Austin had worked on the Simulation team prior to entering the Flight Director Office; as a part of working out the detailed flight plan, a schedule of training would be developed for the flight.
“Something that I did before I was a flight director is I was a lead training instructor for crew training and then later a Simulation Supervisor in charge of the overall training for the crew and the flight control team in the mission,” he said. “I have that background so I joke with everybody that I always knew all the malfunctions that were going to happen on a flight because I put them in before.”
“So there would be a Lead Simulation Supervisor that would be assigned at about that time, too,” he said, referring to initial selection of other flight leads. “We would work together and by this time in the Shuttle’s history we had a pretty standard template of types of training we would do, the amount of ascent/entry training we do, and it’s just based on the complexity of the in-flight events.”
“This was a Day 1 payload deploy so we’ll exercise that several times, depending on the different possible contingencies that we know that we need to be prepared for, like a one rev wave off or possibly even waving off until the next day, so we’ll have that preliminary training template built out there in that first few months of getting together and then it gets refined a little bit.”
Credit: Philip Sloss for NSF
(Photo Caption: The Shuttle Flight Control Room (also known as the White FCR) in 2011. In addition to flight control itself, in between Shuttle missions individual flight control team members trained for their certifications and teams assigned to specific upcoming flights trained here.)

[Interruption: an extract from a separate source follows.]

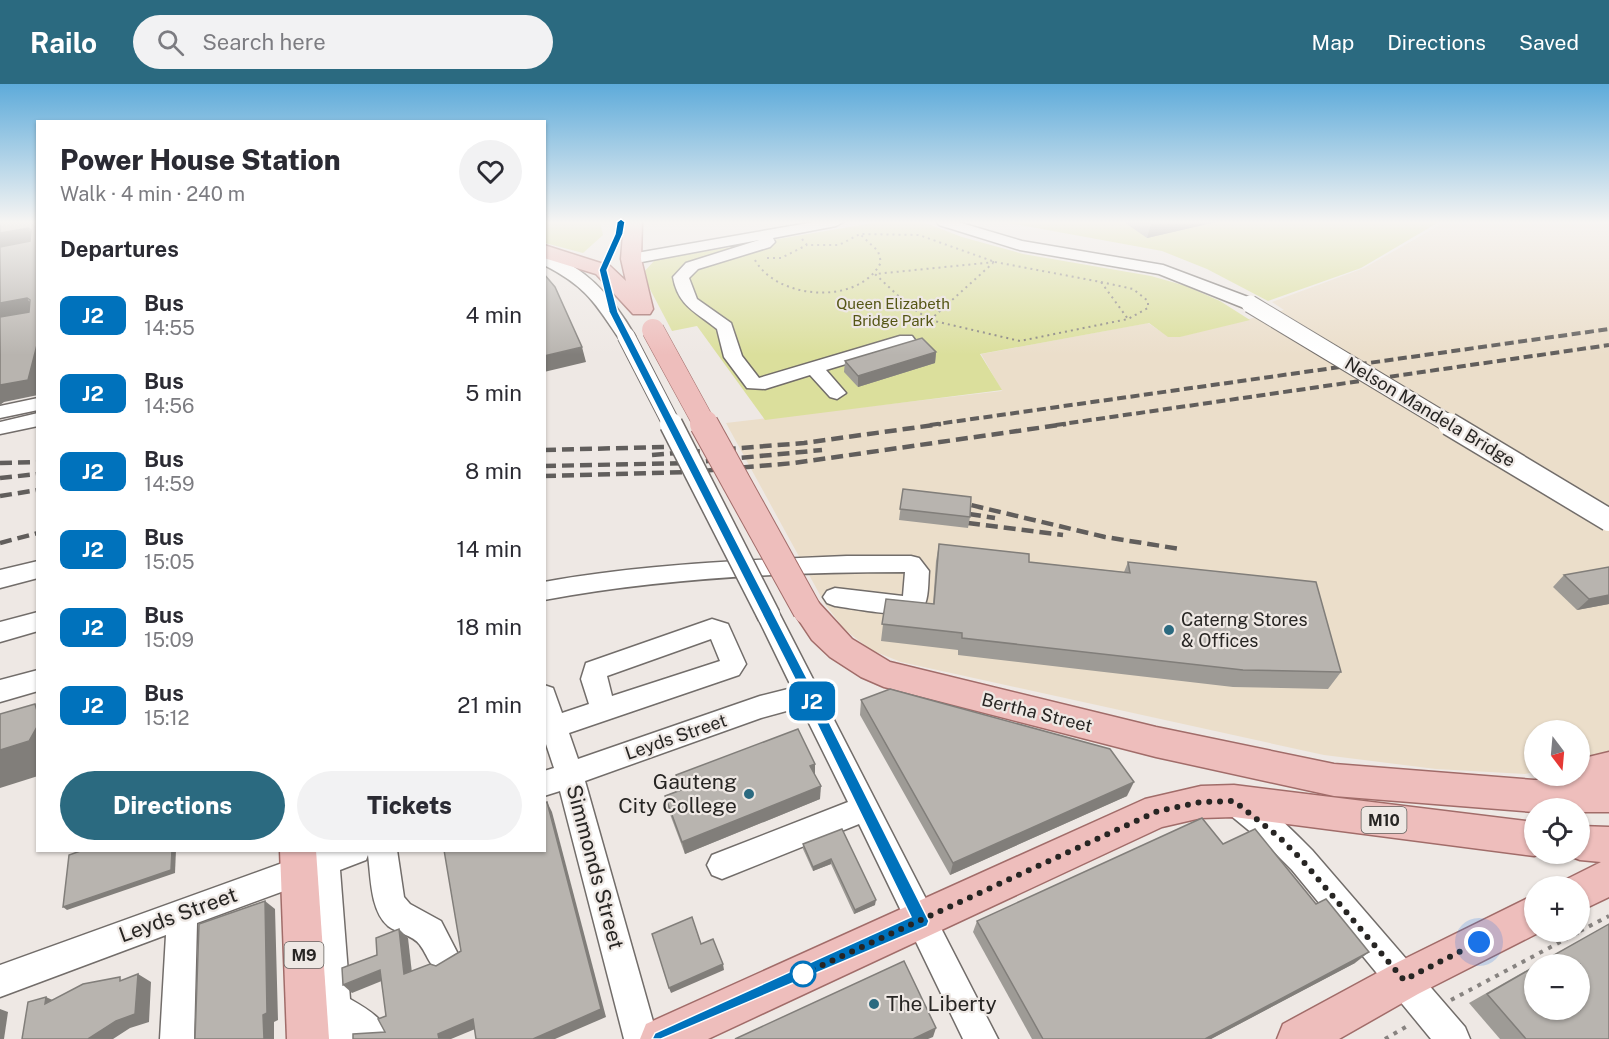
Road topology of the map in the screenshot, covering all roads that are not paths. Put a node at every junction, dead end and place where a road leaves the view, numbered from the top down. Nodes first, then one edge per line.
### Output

Austin provided a little history and overview of the training flow for the flight control teams: “Long ago after Challenger we rebuilt the whole training profile [for] the flight control team and the individuals,” he said.
“There would be a whole scheme called generic training and we would use different kinds of mission simulations that were around that represented the type of activities we would be doing like rendezvousing with a payload or deploying something and we would have those simulations scheduled for the flight team. That allows a particular individual, a flight controller, or even a flight director that has a predefined training flow [to get] to a level of being certified as a flight controller or a flight director to be assigned to any flight.”
“And so there’s always this generic training flow that’s going on, maybe two or three sims a day throughout the week and there’s always a team over there doing training and a sim team in the simulator and a pickup crew if you will that’s in the simulator facilitating the mission and the training,” he added. “When you’re doing generic training not everybody is being certified; you can fill the sim so I would go over there and participate in sims after I was certified and that was really just to facilitate the training for everybody else.”
“So that would go on pretty constantly, I guess I would probably go do a sim a week probably. Probably in that final six months or so before flight then the focus for me and my team is really more on the paperwork and the product and the reviews and then our specific training activities, so that’s where it kind of tailors itself down to just focusing on my mission and not just broader staying proficient as a flight director.”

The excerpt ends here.